What fascinated me was these gents hardly played together, only Test series to Test series, in a non ODI, T20 era, but they fused, first under Wadekar, then Pataudi, and finally Bedi himself.
For every series that India played in Bombay, I managed a ticket directly behind the bowler, watching intently behind binoculars, Bedi especially, that utterly relaxed action, as he dipped into an invisible bag of tricks, the arm ball, the googly, the Chinaman, the slower one, the faster one, the wrong ’un, the flight, the turn, the guile, he had everything for any kind of condition, at home and overseas.

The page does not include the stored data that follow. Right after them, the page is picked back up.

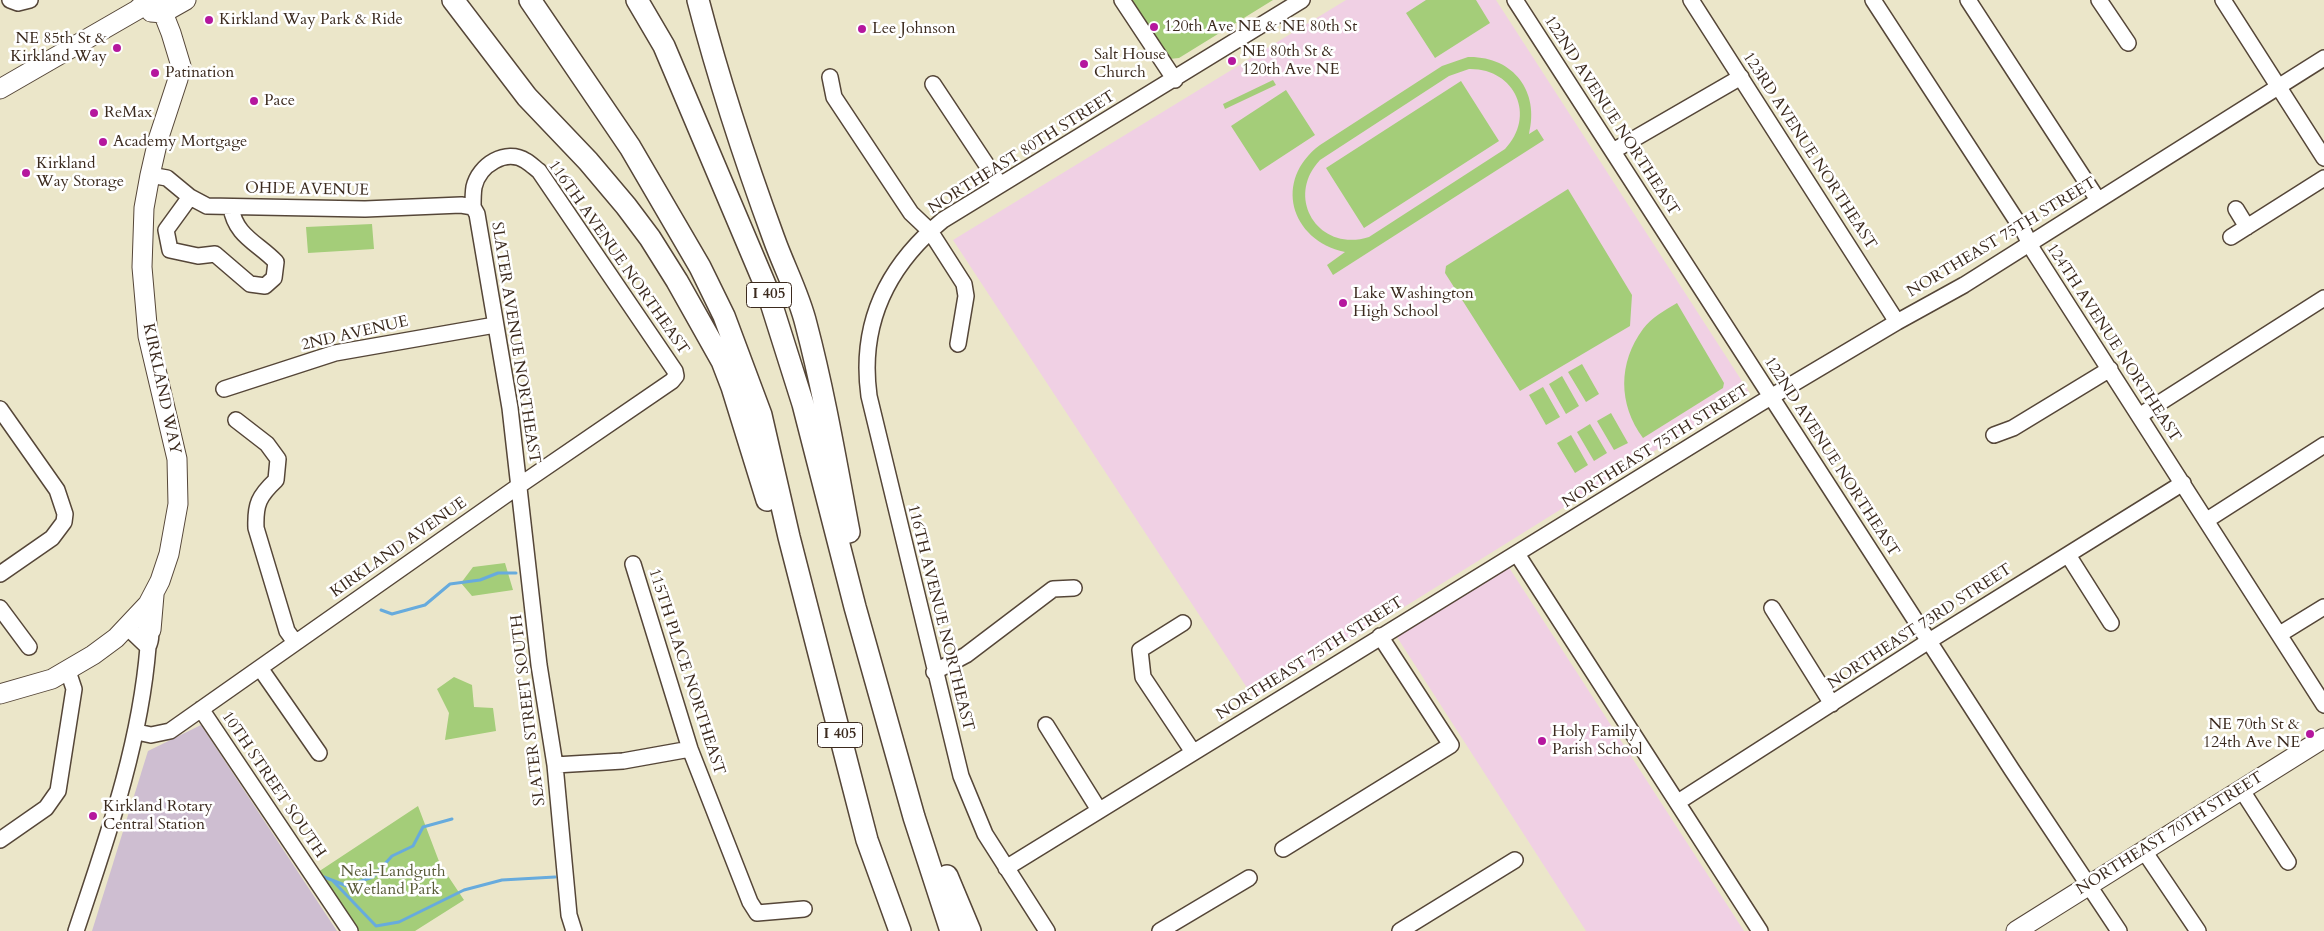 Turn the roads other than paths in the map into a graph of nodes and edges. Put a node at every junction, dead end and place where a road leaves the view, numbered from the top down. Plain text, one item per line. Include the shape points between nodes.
1 (10, 0) edge
2 (30, 0) edge
3 (186, 0) edge
4 (453, 0) edge
5 (530, 0) edge
6 (637, 0) edge
7 (698, 0) edge
8 (1122, 0) edge
9 (1302, 0) edge
10 (1515, 0) edge
11 (1691, 0) edge
12 (1873, 0) edge
13 (1968, 0) edge
14 (2100, 0) edge
15 (2223, 0) edge
16 (164, 4) edge
17 (143, 5) edge
18 (2128, 43) dead end
19 (2324, 58) edge
20 (830, 77) dead end
21 (1741, 77) junction
22 (1175, 80) junction
23 (933, 84) dead end
24 (2279, 88) junction
25 (0, 89) edge
26 (1613, 151) junction
27 (2324, 158) edge
28 (150, 175) junction
29 (2324, 178) edge
30 (1000, 185) junction
31 (190, 196) junction
32 (2098, 200) junction
33 (231, 207) junction
34 (473, 207) junction
35 (2236, 209) dead end
36 (2247, 227) junction
37 (930, 231) junction
38 (2232, 237) dead end
39 (2030, 244) junction
40 (882, 294) joint
41 (2324, 298) edge
42 (1897, 322) junction
43 (495, 325) junction
44 (958, 344) dead end
45 (2110, 369) junction
46 (676, 376) joint
47 (224, 389) dead end
48 (1772, 397) junction
49 (0, 409) edge
50 (2139, 416) junction
51 (236, 420) dead end
52 (1994, 435) dead end
53 (2324, 446) edge
54 (2183, 483) junction
55 (520, 485) junction
56 (2207, 520) junction
57 (789, 537) junction
58 (1517, 554) junction
59 (2068, 555) junction
60 (633, 564) dead end
61 (2, 568) edge
62 (1074, 588) dead end
63 (2324, 607) edge
64 (0, 608) edge
65 (855, 608) junction
66 (1772, 608) dead end
67 (1183, 623) dead end
68 (2111, 623) dead end
69 (141, 630) junction
70 (2280, 634) junction
71 (1380, 636) junction
72 (1929, 641) junction
73 (295, 642) junction
74 (29, 646) dead end
75 (260, 668) junction
76 (68, 671) junction
77 (934, 672) junction
78 (0, 694) edge
79 (1832, 704) junction
80 (2324, 705) edge
81 (201, 709) junction
82 (1046, 724) dead end
83 (137, 732) junction
84 (2324, 738) edge
85 (690, 749) junction
86 (1193, 752) junction
87 (319, 753) dead end
88 (555, 765) junction
89 (2241, 789) junction
90 (1678, 802) junction
91 (1099, 810) junction
92 (914, 817) junction
93 (0, 840) edge
94 (1283, 850) dead end
95 (2144, 851) junction
96 (1515, 860) dead end
97 (2288, 862) dead end
98 (1006, 868) junction
99 (1250, 878) dead end
100 (2089, 885) junction
101 (804, 909) dead end
102 (76, 931) edge
103 (350, 931) edge
104 (574, 931) edge
105 (900, 931) edge
106 (951, 931) edge
107 (970, 931) edge
108 (1047, 931) edge
109 (1160, 931) edge
110 (1400, 931) edge
111 (1760, 931) edge
112 (2016, 931) edge
113 (2119, 931) edge
114 (2198, 931) edge

1 - 2 street via 18,3
3 - 16 main road
4 - 57 highway via 527,97 621,200 678,281 722,361 769,505
5 - 57 highway, I 405 via 630,147 700,267 720,308 761,415
6 - 65 highway, I 405 via 664,46 766,287 803,404
7 - 65 highway via 730,115 806,322 850,537 858,586
8 - 22 street
9 - 22 street, NORTHEAST 80TH STREET
10 - 26 street, 122ND AVENUE NORTHEAST
11 - 21 street, 123RD AVENUE NORTHEAST
12 - 39 street, 124TH AVENUE NORTHEAST
13 - 32 street
14 - 18 street
15 - 24 street
16 - 17 main road
16 - 28 main road, KIRKLAND WAY via 180,66
17 - 25 main road
19 - 24 street, NORTHEAST 75TH STREET
20 - 37 street via 834,97 911,213
21 - 26 street
21 - 42 street, 123RD AVENUE NORTHEAST
22 - 30 street, NORTHEAST 80TH STREET
23 - 30 street
24 - 27 street
24 - 32 street, NORTHEAST 75TH STREET
26 - 48 street, 122ND AVENUE NORTHEAST
28 - 31 street, OHDE AVENUE via 167,178
28 - 69 main road, KIRKLAND WAY via 143,239 144,311 176,459 178,504 169,554
29 - 36 street
30 - 37 street, NORTHEAST 80TH STREET
31 - 33 street, OHDE AVENUE via 207,206
31 - 33 street via 166,230 170,250 198,256 215,254 250,284 266,286 274,278 276,262 241,231 233,220
32 - 39 street, NORTHEAST 75TH STREET
33 - 34 street, OHDE AVENUE
34 - 43 street, SLATER AVENUE NORTHEAST via 478,214
34 - 46 street, 116TH AVENUE NORTHEAST via 474,187 488,165 498,159 512,157 526,160 539,171
35 - 36 street
36 - 38 street
37 - 40 street, NORTHEAST 80TH STREET via 905,257
37 - 44 street via 964,284 966,296
39 - 42 street, NORTHEAST 75TH STREET
39 - 45 street, 124TH AVENUE NORTHEAST
40 - 77 street, 116TH AVENUE NORTHEAST via 869,337 866,376
41 - 50 street
42 - 48 street, NORTHEAST 75TH STREET
43 - 47 street, 2ND AVENUE via 335,353
43 - 55 street, SLATER AVENUE NORTHEAST
45 - 50 street, 124TH AVENUE NORTHEAST
45 - 52 street via 2013,428
46 - 55 street, KIRKLAND AVENUE
48 - 58 street, NORTHEAST 75TH STREET
48 - 72 street, 122ND AVENUE NORTHEAST
49 - 61 street via 57,490 65,514 64,522 52,538
50 - 54 street, 124TH AVENUE NORTHEAST
51 - 73 street via 267,444 278,459 276,480 263,492 255,512 256,528 287,631
53 - 56 street
54 - 56 street, 124TH AVENUE NORTHEAST
54 - 59 street, NORTHEAST 73RD STREET
55 - 73 street, KIRKLAND AVENUE
55 - 88 street, SLATER STREET SOUTH via 539,665
56 - 70 street, 124TH AVENUE NORTHEAST
57 - 105 highway, I 405 via 867,840
58 - 71 street, NORTHEAST 75TH STREET
58 - 90 street
59 - 68 street
59 - 72 street, NORTHEAST 73RD STREET
60 - 85 street, 115TH PLACE NORTHEAST
62 - 77 street via 1053,589 966,655
63 - 70 street
64 - 74 street
65 - 92 highway, I 405
66 - 79 street
67 - 86 street via 1140,650 1143,677
69 - 76 main road, KIRKLAND WAY
69 - 83 street
70 - 80 street, 124TH AVENUE NORTHEAST
71 - 86 street, NORTHEAST 75TH STREET
71 - 94 street via 1451,746
72 - 79 street, NORTHEAST 73RD STREET
72 - 100 street, 122ND AVENUE NORTHEAST via 2055,838
73 - 75 street, KIRKLAND AVENUE
75 - 81 street, KIRKLAND AVENUE
75 - 87 street
76 - 78 main road, KIRKLAND WAY via 35,685
76 - 93 street via 74,689 61,781 52,801
77 - 98 street, 116TH AVENUE NORTHEAST via 964,784 985,834
79 - 90 street, NORTHEAST 73RD STREET
81 - 83 street, KIRKLAND AVENUE via 170,731 151,735
81 - 103 street, 10TH STREET SOUTH
82 - 91 street
83 - 102 street via 114,816
84 - 89 main road, NORTHEAST 70TH STREET
85 - 88 street via 623,761
85 - 101 street, 115TH PLACE NORTHEAST via 757,913
86 - 91 street, NORTHEAST 75TH STREET
88 - 104 street, SLATER STREET SOUTH via 569,915
89 - 95 main road, NORTHEAST 70TH STREET
89 - 97 street
90 - 111 street
91 - 98 street, NORTHEAST 75TH STREET
92 - 106 highway, I 405
92 - 107 highway via 932,836
95 - 100 main road, NORTHEAST 70TH STREET
95 - 114 street
96 - 110 street
98 - 108 street, 116TH AVENUE NORTHEAST
99 - 109 street
100 - 112 main road, NORTHEAST 70TH STREET
100 - 113 street, 122ND AVENUE NORTHEAST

Two moments will stay with me forever—
1. Sharmila Tagore consoling Kapil Dev at the funeral, Bedi believed that Pataudi was his mentor and captain who truly understood him.
2. Intikhab Alam, the Pakistani cricketer and Bedi’s great friend singing Louis Armstrong’s “What a Wonderful World” at the Kartar Sahib Gurdwara, and the wheelchair-bound Bishan’s laughter that followed.
Alam said this about his friend: “People always talk about his action, and how great a bowler he was. I used to tease him ‘Oye Sardar tu bowling karta hai ya Ghalib ke sher sunata’. Such a beautiful action he had.”
Rest well, oh Sultan of Spin. I’m guessing your lack of diplomacy will rule the heavens.